Обсуждение: PostgreSQL SQL Tricks: faster urldecode

Поиск
Список
Период
Сортировка

PostgreSQL SQL Tricks: faster urldecode

От
Marc Mamin
Дата:
Hi,
here is a function which is about 8 x faster than the one described in the PostgreSQL SQL Tricks
( http://postgres.cz/wiki/PostgreSQL_SQL_Tricks#Function_for_decoding_of_url_code )

The idea is to handle each encoded/not_encoded parts in bulk rather than spliting on each character.

urldecode_arr:
Seq Scan on lt_referrer  (actual time=1.966..17623.979 rows=65717 loops=1)

urldecode:
Seq Scan on lt_referrer  (actual time=4.846..144445.292 rows=65717 loops=1)

regards,

Marc Mamin



CREATE OR REPLACE FUNCTION urldecode_arr(url text)
  RETURNS text AS
$BODY$
DECLARE ret text;

BEGIN
 BEGIN

    WITH STR AS (
      SELECT

      -- array with all non encoded parts, prepend with '' when the string start is encoded
      case when $1 ~ '^%[0-9a-fA-F][0-9a-fA-F]'
           then array['']
           end
      || regexp_split_to_array ($1,'(%[0-9a-fA-F][0-9a-fA-F])+', 'i') plain,

      -- array with all encoded parts
      array(select (regexp_matches ($1,'((?:%[0-9a-fA-F][0-9a-fA-F])+)', 'gi'))[1]) encoded
    )
    SELECT  string_agg(plain[i] || coalesce( convert_from(decode(replace(encoded[i], '%',''), 'hex'), 'utf8'),''),'')
    FROM STR,
      (SELECT  generate_series(1, array_upper(encoded,1)+2) i FROM STR)blah

    INTO ret;

  EXCEPTION WHEN OTHERS THEN
    raise notice 'failed: %',url;
    return $1;
  END;

  RETURN coalesce(ret,$1); -- when the string has no encoding;

END;

$BODY$
  LANGUAGE plpgsql IMMUTABLE STRICT


Re: PostgreSQL SQL Tricks: faster urldecode

От
Merlin Moncure
Дата:
On Fri, Sep 20, 2013 at 10:26 AM, Marc Mamin <M.Mamin@intershop.de> wrote:
> Hi,
> here is a function which is about 8 x faster than the one described in the PostgreSQL SQL Tricks
> ( http://postgres.cz/wiki/PostgreSQL_SQL_Tricks#Function_for_decoding_of_url_code )
>
> The idea is to handle each encoded/not_encoded parts in bulk rather than spliting on each character.
>
> urldecode_arr:
> Seq Scan on lt_referrer  (actual time=1.966..17623.979 rows=65717 loops=1)
>
> urldecode:
> Seq Scan on lt_referrer  (actual time=4.846..144445.292 rows=65717 loops=1)

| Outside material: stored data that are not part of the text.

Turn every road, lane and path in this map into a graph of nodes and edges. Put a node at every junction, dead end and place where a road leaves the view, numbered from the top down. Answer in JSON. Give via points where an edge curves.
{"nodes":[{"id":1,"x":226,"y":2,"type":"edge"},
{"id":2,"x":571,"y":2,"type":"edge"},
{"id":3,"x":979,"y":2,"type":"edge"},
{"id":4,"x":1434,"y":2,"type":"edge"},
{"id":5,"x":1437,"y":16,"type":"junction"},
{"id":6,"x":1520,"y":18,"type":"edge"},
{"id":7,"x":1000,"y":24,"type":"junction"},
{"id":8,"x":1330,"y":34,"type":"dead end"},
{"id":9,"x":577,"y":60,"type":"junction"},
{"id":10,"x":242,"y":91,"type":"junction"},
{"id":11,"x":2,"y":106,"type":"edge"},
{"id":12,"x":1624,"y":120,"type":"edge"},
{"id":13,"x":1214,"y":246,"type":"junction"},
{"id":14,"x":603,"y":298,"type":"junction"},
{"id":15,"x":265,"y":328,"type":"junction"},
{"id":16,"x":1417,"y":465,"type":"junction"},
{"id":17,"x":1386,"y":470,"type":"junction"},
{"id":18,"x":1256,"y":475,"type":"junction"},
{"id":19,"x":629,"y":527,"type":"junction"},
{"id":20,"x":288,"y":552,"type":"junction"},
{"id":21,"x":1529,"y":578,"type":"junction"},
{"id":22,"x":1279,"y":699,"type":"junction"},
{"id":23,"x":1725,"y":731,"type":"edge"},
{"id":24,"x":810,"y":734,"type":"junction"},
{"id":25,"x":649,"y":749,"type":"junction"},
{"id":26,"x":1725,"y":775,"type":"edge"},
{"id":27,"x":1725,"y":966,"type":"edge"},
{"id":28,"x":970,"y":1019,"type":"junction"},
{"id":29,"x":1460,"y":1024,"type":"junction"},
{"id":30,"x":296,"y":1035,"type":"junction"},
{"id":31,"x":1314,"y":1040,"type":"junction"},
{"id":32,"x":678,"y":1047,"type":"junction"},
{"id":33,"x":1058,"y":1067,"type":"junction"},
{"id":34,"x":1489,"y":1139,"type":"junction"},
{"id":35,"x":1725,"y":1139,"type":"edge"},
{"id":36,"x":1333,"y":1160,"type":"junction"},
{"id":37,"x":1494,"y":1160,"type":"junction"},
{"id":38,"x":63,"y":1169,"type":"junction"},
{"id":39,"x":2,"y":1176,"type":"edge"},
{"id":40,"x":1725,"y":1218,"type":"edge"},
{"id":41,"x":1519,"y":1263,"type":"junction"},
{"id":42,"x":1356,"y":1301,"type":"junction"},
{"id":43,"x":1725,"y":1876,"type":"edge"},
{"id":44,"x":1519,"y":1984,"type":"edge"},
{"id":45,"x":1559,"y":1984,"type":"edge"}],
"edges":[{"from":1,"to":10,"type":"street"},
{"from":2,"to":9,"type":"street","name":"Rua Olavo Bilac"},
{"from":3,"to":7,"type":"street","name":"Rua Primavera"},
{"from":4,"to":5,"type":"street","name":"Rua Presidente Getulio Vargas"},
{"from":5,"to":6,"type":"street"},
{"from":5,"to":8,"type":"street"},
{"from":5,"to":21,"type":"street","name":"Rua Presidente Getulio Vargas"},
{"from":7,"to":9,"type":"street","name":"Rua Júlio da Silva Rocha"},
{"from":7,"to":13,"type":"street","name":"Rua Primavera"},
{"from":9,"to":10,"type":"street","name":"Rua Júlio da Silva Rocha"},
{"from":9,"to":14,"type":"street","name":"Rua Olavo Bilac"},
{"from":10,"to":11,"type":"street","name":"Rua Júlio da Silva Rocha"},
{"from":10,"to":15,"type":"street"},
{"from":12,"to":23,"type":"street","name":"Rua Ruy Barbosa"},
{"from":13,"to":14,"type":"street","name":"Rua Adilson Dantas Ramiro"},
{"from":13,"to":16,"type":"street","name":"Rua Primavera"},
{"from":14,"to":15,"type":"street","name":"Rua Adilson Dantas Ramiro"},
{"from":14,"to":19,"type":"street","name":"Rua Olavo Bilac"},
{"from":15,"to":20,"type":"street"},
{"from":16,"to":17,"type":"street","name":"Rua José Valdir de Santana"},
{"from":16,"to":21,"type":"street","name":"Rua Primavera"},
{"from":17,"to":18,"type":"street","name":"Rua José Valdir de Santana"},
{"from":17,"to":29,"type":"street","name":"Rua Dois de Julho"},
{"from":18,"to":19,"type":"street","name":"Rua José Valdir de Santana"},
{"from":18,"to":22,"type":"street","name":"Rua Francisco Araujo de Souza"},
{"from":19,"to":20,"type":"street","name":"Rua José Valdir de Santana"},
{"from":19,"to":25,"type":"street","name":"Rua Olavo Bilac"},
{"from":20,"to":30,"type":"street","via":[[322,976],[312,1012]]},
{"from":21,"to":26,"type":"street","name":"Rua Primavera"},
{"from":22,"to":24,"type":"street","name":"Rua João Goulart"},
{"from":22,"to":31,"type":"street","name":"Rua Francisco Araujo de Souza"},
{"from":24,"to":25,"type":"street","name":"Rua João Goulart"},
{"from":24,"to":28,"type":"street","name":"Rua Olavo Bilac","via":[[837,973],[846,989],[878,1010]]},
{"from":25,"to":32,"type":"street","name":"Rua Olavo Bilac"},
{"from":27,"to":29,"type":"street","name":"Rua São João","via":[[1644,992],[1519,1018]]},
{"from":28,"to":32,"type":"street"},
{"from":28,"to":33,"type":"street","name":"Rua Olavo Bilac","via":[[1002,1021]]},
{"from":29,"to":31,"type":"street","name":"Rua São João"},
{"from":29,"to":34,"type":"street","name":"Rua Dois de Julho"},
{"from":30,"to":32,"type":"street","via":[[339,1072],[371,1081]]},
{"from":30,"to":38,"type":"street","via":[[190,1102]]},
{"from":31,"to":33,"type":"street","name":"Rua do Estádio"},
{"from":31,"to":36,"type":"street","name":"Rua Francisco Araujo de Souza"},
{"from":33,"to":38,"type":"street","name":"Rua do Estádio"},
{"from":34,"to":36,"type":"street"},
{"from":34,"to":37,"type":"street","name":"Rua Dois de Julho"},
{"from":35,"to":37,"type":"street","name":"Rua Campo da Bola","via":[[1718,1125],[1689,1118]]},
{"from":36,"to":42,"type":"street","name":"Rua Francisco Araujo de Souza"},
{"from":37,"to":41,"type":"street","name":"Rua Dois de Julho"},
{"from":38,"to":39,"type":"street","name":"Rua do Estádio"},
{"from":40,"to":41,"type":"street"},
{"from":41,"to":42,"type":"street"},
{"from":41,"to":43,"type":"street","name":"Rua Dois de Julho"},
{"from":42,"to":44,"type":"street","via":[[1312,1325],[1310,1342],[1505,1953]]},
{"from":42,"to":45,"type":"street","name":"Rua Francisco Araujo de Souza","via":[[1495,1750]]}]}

very nice.  Basically it comes down to this: all non-trivial regex
replacements require decomposition of the string into an array because
regexp_replace() is unable to do any kind of transformation on the
string.  This is a crippling limitation relative to first-class regex
languages like perl; postgres string translation functions are
invisible to the regex engine.  I have no idea if this is fixable (I
dimly recall Tom explaining why it might not be).

merlin


Re: PostgreSQL SQL Tricks: faster urldecode

От
Marc Mamin
Дата:
> Von: Merlin Moncure [mmoncure@gmail.com]
> Gesendet: Freitag, 20. September 2013 17:43
>
> >  On Fri, Sep 20, 2013 at 10:26 AM, Marc Mamin <M.Mamin@intershop.de> wrote:
> > Hi,
> > here is a function which is about 8 x faster than the one described in the PostgreSQL SQL Tricks
> > ( http://postgres.cz/wiki/PostgreSQL_SQL_Tricks#Function_for_decoding_of_url_code )
> >
> > The idea is to handle each encoded/not_encoded parts in bulk rather than spliting on each character.
> >
> > urldecode_arr:
> > Seq Scan on lt_referrer  (actual time=1.966..17623.979 rows=65717 loops=1)
> >
> > urldecode:
> > Seq Scan on lt_referrer  (actual time=4.846..144445.292 rows=65717 loops=1)
>
> very nice.  Basically it comes down to this: all non-trivial regex
> replacements require decomposition of the string into an array because
> regexp_replace() is unable to do any kind of transformation on the
> string.  This is a crippling limitation relative to first-class regex
> languages like perl; postgres string translation functions are
> invisible to the regex engine.  I have no idea if this is fixable (I
> dimly recall Tom explaining why it might not be).
>
> merlin

yes, a possible(?) assistance for such problems would be a new variant of regexp_split_to_table
that would return two columns:
- the splitted parts (as currently)
- the separator matches (new)

Marc